Message par Eteslë » ven. 17 sept. 2021 02:06

Tonnes de roche

La jeune femme sort en trombe de la pièce, se ruant dans le couloir encombré de débris pour se ruer vers la sortie qu’elle vient de quitter. Elle montre les escaliers aussi vite que ses jambes le lui permettent et bousculent sans ménagement les deux garzoks en armure qui s’occupent de rassembler les corps sans vie étendus dans la pièce. L’un d’eux rouspète bien, mais la jeune femme l’ignore, grimpant aussi vite qu’elle peut pour sortir par la trappe située dans un bâtiment délabré et presque à l’abandon. Elle ouvre d’un violent coup de pied la porte menant vers l’extérieur, le bois vieillissant supportant mal l’impact et la porte se dévisse de ses gonds pour s’écraser dans la rue sous les yeux surpris de dizaines de passants fixant Eteslë avec surprise alors qu’elle déboule telle une furie sous la lumière du jour. Elle regarde autour d’elle, situa approximativement l’emplacement de la pièce de la réunion et se met à courir vers ce qu’elle pense être la bonne zone.

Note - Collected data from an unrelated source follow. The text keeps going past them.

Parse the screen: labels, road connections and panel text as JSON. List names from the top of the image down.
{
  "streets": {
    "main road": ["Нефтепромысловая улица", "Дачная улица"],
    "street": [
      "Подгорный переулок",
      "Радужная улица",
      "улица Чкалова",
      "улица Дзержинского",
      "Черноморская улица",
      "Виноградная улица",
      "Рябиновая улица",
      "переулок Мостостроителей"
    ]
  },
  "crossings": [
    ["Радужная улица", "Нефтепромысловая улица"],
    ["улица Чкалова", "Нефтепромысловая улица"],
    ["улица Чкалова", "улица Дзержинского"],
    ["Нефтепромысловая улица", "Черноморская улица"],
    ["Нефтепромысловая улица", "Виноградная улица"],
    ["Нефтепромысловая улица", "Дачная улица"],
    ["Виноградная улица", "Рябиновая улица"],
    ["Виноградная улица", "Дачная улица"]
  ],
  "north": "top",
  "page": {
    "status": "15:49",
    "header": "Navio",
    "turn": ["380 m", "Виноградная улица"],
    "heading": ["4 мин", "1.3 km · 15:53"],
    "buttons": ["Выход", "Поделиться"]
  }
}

Ce sont des cris qui l’amènent vers le bon endroit, provoqués par la destruction d’un gros morceau de mur qui s’abat sur la rue, laissant la place au gobelin et sa créature de roche. Eteslë continue de courir vers eux, mais le mage s’enfuit. Virek, inconscient, est transporté par la créature de roche et ne semble pas être sur le point de se réveiller. La course poursuite s’engage, Eteslë bousculant les badauds tandis que le mage les projette ça et là avec sa magie, créant une cacophonie et un bordel sans nom dans les rues bondées de la ville. Les rares qui essaient de s’interposer sont balayés par la créature et fracassés sur les murs alentours ou retombant derrière elle, gênant Eteslë qui doit maintenant faire attention aux éventuelles chutes de corps vivants. Heureusement, bien peu cherchent à empêcher le sekteg d’avancer et la plupart s’écartent vivement en voyant ce qui leur arrive dessus.

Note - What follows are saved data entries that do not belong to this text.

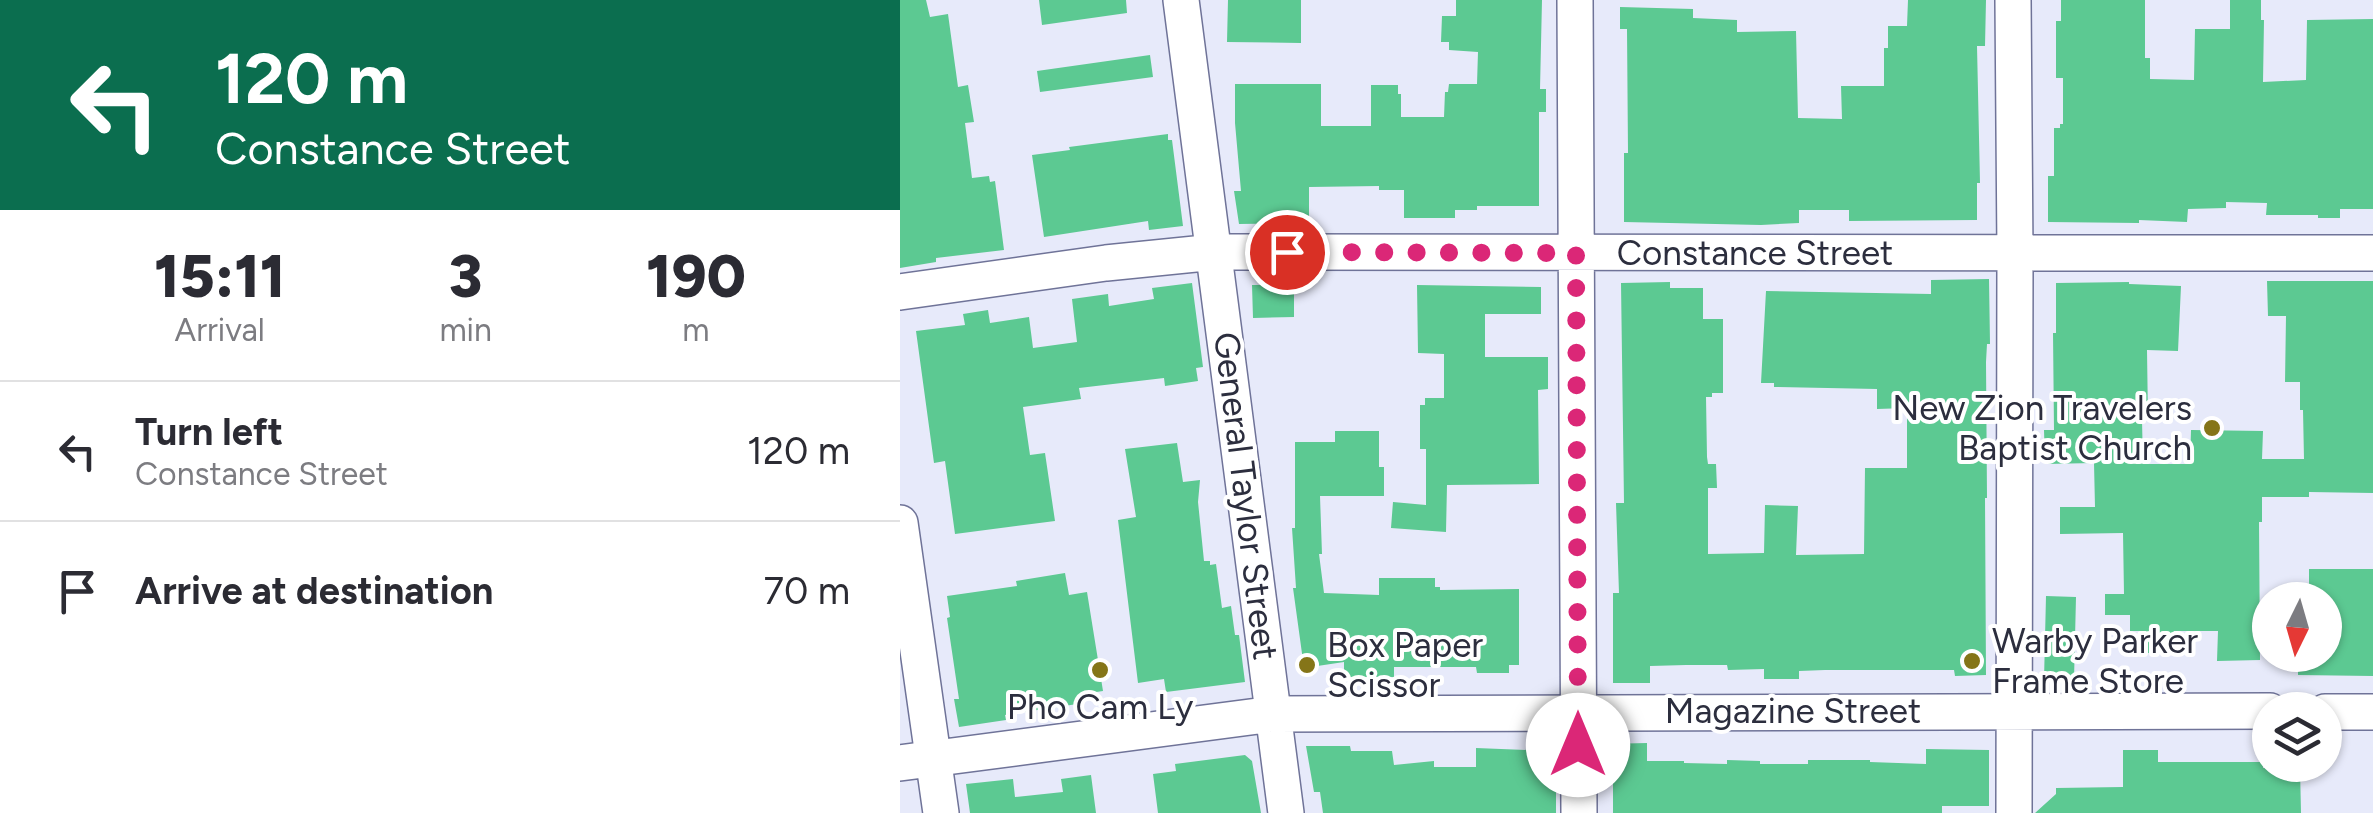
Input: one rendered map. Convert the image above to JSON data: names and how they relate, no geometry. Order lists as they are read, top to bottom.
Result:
{
  "streets": {
    "street": ["Constance Street", "General Taylor Street", "Magazine Street"]
  },
  "crossings": [
    ["Constance Street", "General Taylor Street"],
    ["General Taylor Street", "Magazine Street"]
  ],
  "places": [
    "New Zion Travelers Baptist Church",
    "Warby Parker Frame Store",
    "Box Paper Scissor",
    "Pho Cam Ly"
  ],
  "north": "bottom",
  "page": {
    "turn": ["120 m", "Constance Street"],
    "eta": [
      "15:11",
      "Arrival",
      "3",
      "min",
      "190",
      "m"
    ],
    "list": [
      {
        "name": "Turn left",
        "note": "Constance Street",
        "value": "120 m"
      },
      {
        "name": "Arrive at destination",
        "value": "70 m"
      }
    ]
  }
}
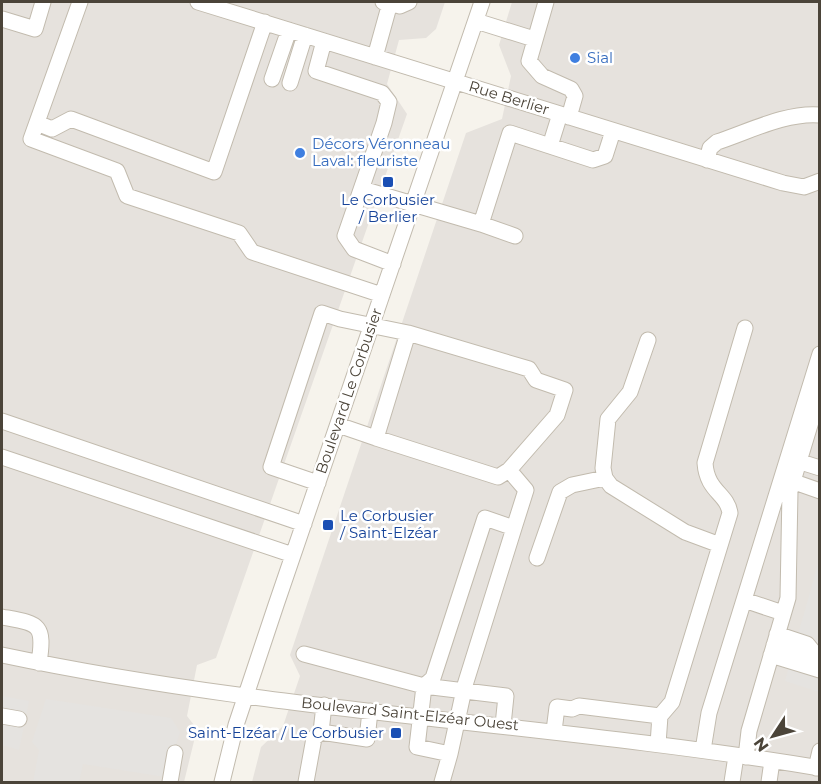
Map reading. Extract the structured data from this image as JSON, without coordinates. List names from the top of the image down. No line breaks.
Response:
{"streets":{"street":["Rue Berlier","Boulevard Le Corbusier","Boulevard Saint-Elzéar Ouest"]},"crossings":[["Rue Berlier","Boulevard Le Corbusier"],["Boulevard Le Corbusier","Boulevard Saint-Elzéar Ouest"]],"places":{"other":["Sial","Décors Véronneau Laval: fleuriste"],"transit":["Le Corbusier / Berlier","Le Corbusier / Saint-Elzéar","Saint-Elzéar / Le Corbusier"]},"north":"bottom left"}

- Hey vous là ! Arrêtez-vous !

Elle grogne en voyant une patrouille de soldats débouler depuis une ruelle adjacente. Par chance, ils prennent aussitôt le mage pour la menace et pas la cogneuse qui lui court après. Les soldats se ruent à la poursuite du fuyard, Eteslë les rattrapant sans mal au vu de leurs armures encombrantes. Elle en dépasse un, puis un deuxième, s’approchant encore et encore du mage qui tourne brusquement vers un mur. Eteslë le pense un instant fou de vouloir détruire le mur pour passer, mais elle se trompe, car un monticule de roche se forme et permet au mage de grimper au premier étage sans encombre et sans avoir à détruire quoi que ce soit. Le premier garzok le poursuivant le suit, mais le mage inverse le sort et le monticule se détruit, faisant chuter le soldat au beau milieu d’un amas de roche qui l’ensevelit rapidement. Un de ses comparses va pour l’aider, mais la cogneuse, faisant peu de cas de la situation de la patrouille poursuit le mage et profite de son élan pour faire juste assez de pas sur le mur pour s’agripper à l’ouverture et se hisser dans le bâtiment à la force des bras.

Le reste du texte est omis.